**DATASET CONTENT**
Segment Open

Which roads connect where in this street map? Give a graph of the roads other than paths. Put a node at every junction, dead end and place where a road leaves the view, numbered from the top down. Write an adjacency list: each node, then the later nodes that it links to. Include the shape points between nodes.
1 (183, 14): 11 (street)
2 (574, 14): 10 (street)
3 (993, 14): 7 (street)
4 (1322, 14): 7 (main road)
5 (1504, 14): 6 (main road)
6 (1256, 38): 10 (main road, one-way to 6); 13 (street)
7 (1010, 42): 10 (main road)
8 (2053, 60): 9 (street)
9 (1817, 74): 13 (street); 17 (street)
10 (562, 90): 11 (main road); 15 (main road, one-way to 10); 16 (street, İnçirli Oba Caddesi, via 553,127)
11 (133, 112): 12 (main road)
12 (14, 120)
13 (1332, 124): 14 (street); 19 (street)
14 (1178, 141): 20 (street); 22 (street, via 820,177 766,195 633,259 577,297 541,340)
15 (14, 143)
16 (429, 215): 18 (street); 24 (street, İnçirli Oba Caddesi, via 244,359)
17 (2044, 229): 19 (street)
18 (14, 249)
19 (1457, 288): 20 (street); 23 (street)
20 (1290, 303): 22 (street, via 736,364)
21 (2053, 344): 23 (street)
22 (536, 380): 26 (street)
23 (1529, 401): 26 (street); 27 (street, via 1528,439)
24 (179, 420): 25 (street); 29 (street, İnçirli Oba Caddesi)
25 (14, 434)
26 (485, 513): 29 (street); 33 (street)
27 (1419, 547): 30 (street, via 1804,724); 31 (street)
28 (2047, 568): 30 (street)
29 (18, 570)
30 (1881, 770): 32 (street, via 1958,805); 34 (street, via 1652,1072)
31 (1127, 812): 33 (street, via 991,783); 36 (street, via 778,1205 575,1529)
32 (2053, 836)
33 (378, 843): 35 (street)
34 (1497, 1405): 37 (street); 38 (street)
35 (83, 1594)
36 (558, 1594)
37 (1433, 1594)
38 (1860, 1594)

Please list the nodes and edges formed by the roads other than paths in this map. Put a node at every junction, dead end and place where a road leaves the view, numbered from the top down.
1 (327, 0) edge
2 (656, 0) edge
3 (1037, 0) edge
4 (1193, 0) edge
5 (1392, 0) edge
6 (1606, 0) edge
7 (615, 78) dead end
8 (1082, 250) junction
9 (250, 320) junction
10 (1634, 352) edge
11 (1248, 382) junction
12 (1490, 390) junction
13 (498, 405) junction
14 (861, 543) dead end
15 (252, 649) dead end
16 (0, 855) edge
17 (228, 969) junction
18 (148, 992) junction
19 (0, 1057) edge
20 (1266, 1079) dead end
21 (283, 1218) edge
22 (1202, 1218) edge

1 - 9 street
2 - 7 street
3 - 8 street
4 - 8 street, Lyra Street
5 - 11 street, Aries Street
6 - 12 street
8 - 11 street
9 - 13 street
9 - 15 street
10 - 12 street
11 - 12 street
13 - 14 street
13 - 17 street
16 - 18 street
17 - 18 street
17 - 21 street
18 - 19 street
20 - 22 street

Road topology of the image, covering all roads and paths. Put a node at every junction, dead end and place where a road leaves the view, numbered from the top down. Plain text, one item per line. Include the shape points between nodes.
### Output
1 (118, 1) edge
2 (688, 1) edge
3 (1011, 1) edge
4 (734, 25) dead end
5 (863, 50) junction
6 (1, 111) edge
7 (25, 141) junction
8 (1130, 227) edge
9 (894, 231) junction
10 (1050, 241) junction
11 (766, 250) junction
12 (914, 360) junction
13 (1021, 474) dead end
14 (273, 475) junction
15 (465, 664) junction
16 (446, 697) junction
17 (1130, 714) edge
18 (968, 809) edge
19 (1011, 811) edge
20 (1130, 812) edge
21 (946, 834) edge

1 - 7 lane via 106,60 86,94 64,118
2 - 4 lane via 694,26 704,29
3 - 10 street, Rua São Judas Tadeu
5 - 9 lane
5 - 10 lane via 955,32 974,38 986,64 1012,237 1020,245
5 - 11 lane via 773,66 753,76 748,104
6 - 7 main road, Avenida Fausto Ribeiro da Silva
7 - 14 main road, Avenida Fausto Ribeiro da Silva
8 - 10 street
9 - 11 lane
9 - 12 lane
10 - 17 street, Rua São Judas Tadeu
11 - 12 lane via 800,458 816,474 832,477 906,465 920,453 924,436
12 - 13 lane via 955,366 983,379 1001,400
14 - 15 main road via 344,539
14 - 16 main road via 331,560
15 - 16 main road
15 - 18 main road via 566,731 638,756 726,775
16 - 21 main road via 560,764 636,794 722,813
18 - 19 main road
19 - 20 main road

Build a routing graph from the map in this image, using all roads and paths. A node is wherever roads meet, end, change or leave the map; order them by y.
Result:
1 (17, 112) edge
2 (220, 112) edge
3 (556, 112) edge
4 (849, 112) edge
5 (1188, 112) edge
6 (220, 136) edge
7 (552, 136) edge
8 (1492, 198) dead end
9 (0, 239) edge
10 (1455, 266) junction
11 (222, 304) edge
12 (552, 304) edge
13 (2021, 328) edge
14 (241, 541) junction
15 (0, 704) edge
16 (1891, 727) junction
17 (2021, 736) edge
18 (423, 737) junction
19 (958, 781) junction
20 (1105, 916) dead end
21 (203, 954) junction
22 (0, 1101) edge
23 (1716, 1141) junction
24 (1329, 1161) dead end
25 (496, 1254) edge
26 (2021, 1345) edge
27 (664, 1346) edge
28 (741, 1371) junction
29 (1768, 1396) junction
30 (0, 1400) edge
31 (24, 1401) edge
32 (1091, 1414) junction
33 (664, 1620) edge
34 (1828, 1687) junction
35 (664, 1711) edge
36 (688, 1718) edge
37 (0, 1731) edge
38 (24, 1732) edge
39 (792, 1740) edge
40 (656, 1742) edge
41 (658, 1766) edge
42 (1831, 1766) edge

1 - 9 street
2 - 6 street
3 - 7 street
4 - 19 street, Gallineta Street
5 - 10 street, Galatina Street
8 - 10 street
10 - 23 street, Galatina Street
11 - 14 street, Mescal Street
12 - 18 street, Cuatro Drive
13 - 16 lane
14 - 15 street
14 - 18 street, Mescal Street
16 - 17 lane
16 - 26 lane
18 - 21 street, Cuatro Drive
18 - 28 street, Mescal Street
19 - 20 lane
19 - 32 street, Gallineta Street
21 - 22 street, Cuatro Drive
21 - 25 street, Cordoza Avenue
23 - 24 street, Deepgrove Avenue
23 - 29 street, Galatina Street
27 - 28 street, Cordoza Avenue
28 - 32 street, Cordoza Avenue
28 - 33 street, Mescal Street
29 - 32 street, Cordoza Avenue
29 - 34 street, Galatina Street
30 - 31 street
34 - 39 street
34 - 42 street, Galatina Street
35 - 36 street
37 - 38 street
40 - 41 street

Segment Closed

**WHAT TO DO**
Repeat the data in its entirety, character for character.

**OUTPUT**
Which roads connect where in this street map? Give a graph of the roads other than paths. Put a node at every junction, dead end and place where a road leaves the view, numbered from the top down. Write an adjacency list: each node, then the later nodes that it links to. Include the shape points between nodes.
1 (183, 14): 11 (street)
2 (574, 14): 10 (street)
3 (993, 14): 7 (street)
4 (1322, 14): 7 (main road)
5 (1504, 14): 6 (main road)
6 (1256, 38): 10 (main road, one-way to 6); 13 (street)
7 (1010, 42): 10 (main road)
8 (2053, 60): 9 (street)
9 (1817, 74): 13 (street); 17 (street)
10 (562, 90): 11 (main road); 15 (main road, one-way to 10); 16 (street, İnçirli Oba Caddesi, via 553,127)
11 (133, 112): 12 (main road)
12 (14, 120)
13 (1332, 124): 14 (street); 19 (street)
14 (1178, 141): 20 (street); 22 (street, via 820,177 766,195 633,259 577,297 541,340)
15 (14, 143)
16 (429, 215): 18 (street); 24 (street, İnçirli Oba Caddesi, via 244,359)
17 (2044, 229): 19 (street)
18 (14, 249)
19 (1457, 288): 20 (street); 23 (street)
20 (1290, 303): 22 (street, via 736,364)
21 (2053, 344): 23 (street)
22 (536, 380): 26 (street)
23 (1529, 401): 26 (street); 27 (street, via 1528,439)
24 (179, 420): 25 (street); 29 (street, İnçirli Oba Caddesi)
25 (14, 434)
26 (485, 513): 29 (street); 33 (street)
27 (1419, 547): 30 (street, via 1804,724); 31 (street)
28 (2047, 568): 30 (street)
29 (18, 570)
30 (1881, 770): 32 (street, via 1958,805); 34 (street, via 1652,1072)
31 (1127, 812): 33 (street, via 991,783); 36 (street, via 778,1205 575,1529)
32 (2053, 836)
33 (378, 843): 35 (street)
34 (1497, 1405): 37 (street); 38 (street)
35 (83, 1594)
36 (558, 1594)
37 (1433, 1594)
38 (1860, 1594)

Please list the nodes and edges formed by the roads other than paths in this map. Put a node at every junction, dead end and place where a road leaves the view, numbered from the top down.
1 (327, 0) edge
2 (656, 0) edge
3 (1037, 0) edge
4 (1193, 0) edge
5 (1392, 0) edge
6 (1606, 0) edge
7 (615, 78) dead end
8 (1082, 250) junction
9 (250, 320) junction
10 (1634, 352) edge
11 (1248, 382) junction
12 (1490, 390) junction
13 (498, 405) junction
14 (861, 543) dead end
15 (252, 649) dead end
16 (0, 855) edge
17 (228, 969) junction
18 (148, 992) junction
19 (0, 1057) edge
20 (1266, 1079) dead end
21 (283, 1218) edge
22 (1202, 1218) edge

1 - 9 street
2 - 7 street
3 - 8 street
4 - 8 street, Lyra Street
5 - 11 street, Aries Street
6 - 12 street
8 - 11 street
9 - 13 street
9 - 15 street
10 - 12 street
11 - 12 street
13 - 14 street
13 - 17 street
16 - 18 street
17 - 18 street
17 - 21 street
18 - 19 street
20 - 22 street

Road topology of the image, covering all roads and paths. Put a node at every junction, dead end and place where a road leaves the view, numbered from the top down. Plain text, one item per line. Include the shape points between nodes.
### Output
1 (118, 1) edge
2 (688, 1) edge
3 (1011, 1) edge
4 (734, 25) dead end
5 (863, 50) junction
6 (1, 111) edge
7 (25, 141) junction
8 (1130, 227) edge
9 (894, 231) junction
10 (1050, 241) junction
11 (766, 250) junction
12 (914, 360) junction
13 (1021, 474) dead end
14 (273, 475) junction
15 (465, 664) junction
16 (446, 697) junction
17 (1130, 714) edge
18 (968, 809) edge
19 (1011, 811) edge
20 (1130, 812) edge
21 (946, 834) edge

1 - 7 lane via 106,60 86,94 64,118
2 - 4 lane via 694,26 704,29
3 - 10 street, Rua São Judas Tadeu
5 - 9 lane
5 - 10 lane via 955,32 974,38 986,64 1012,237 1020,245
5 - 11 lane via 773,66 753,76 748,104
6 - 7 main road, Avenida Fausto Ribeiro da Silva
7 - 14 main road, Avenida Fausto Ribeiro da Silva
8 - 10 street
9 - 11 lane
9 - 12 lane
10 - 17 street, Rua São Judas Tadeu
11 - 12 lane via 800,458 816,474 832,477 906,465 920,453 924,436
12 - 13 lane via 955,366 983,379 1001,400
14 - 15 main road via 344,539
14 - 16 main road via 331,560
15 - 16 main road
15 - 18 main road via 566,731 638,756 726,775
16 - 21 main road via 560,764 636,794 722,813
18 - 19 main road
19 - 20 main road

Build a routing graph from the map in this image, using all roads and paths. A node is wherever roads meet, end, change or leave the map; order them by y.
Result:
1 (17, 112) edge
2 (220, 112) edge
3 (556, 112) edge
4 (849, 112) edge
5 (1188, 112) edge
6 (220, 136) edge
7 (552, 136) edge
8 (1492, 198) dead end
9 (0, 239) edge
10 (1455, 266) junction
11 (222, 304) edge
12 (552, 304) edge
13 (2021, 328) edge
14 (241, 541) junction
15 (0, 704) edge
16 (1891, 727) junction
17 (2021, 736) edge
18 (423, 737) junction
19 (958, 781) junction
20 (1105, 916) dead end
21 (203, 954) junction
22 (0, 1101) edge
23 (1716, 1141) junction
24 (1329, 1161) dead end
25 (496, 1254) edge
26 (2021, 1345) edge
27 (664, 1346) edge
28 (741, 1371) junction
29 (1768, 1396) junction
30 (0, 1400) edge
31 (24, 1401) edge
32 (1091, 1414) junction
33 (664, 1620) edge
34 (1828, 1687) junction
35 (664, 1711) edge
36 (688, 1718) edge
37 (0, 1731) edge
38 (24, 1732) edge
39 (792, 1740) edge
40 (656, 1742) edge
41 (658, 1766) edge
42 (1831, 1766) edge

1 - 9 street
2 - 6 street
3 - 7 street
4 - 19 street, Gallineta Street
5 - 10 street, Galatina Street
8 - 10 street
10 - 23 street, Galatina Street
11 - 14 street, Mescal Street
12 - 18 street, Cuatro Drive
13 - 16 lane
14 - 15 street
14 - 18 street, Mescal Street
16 - 17 lane
16 - 26 lane
18 - 21 street, Cuatro Drive
18 - 28 street, Mescal Street
19 - 20 lane
19 - 32 street, Gallineta Street
21 - 22 street, Cuatro Drive
21 - 25 street, Cordoza Avenue
23 - 24 street, Deepgrove Avenue
23 - 29 street, Galatina Street
27 - 28 street, Cordoza Avenue
28 - 32 street, Cordoza Avenue
28 - 33 street, Mescal Street
29 - 32 street, Cordoza Avenue
29 - 34 street, Galatina Street
30 - 31 street
34 - 39 street
34 - 42 street, Galatina Street
35 - 36 street
37 - 38 street
40 - 41 street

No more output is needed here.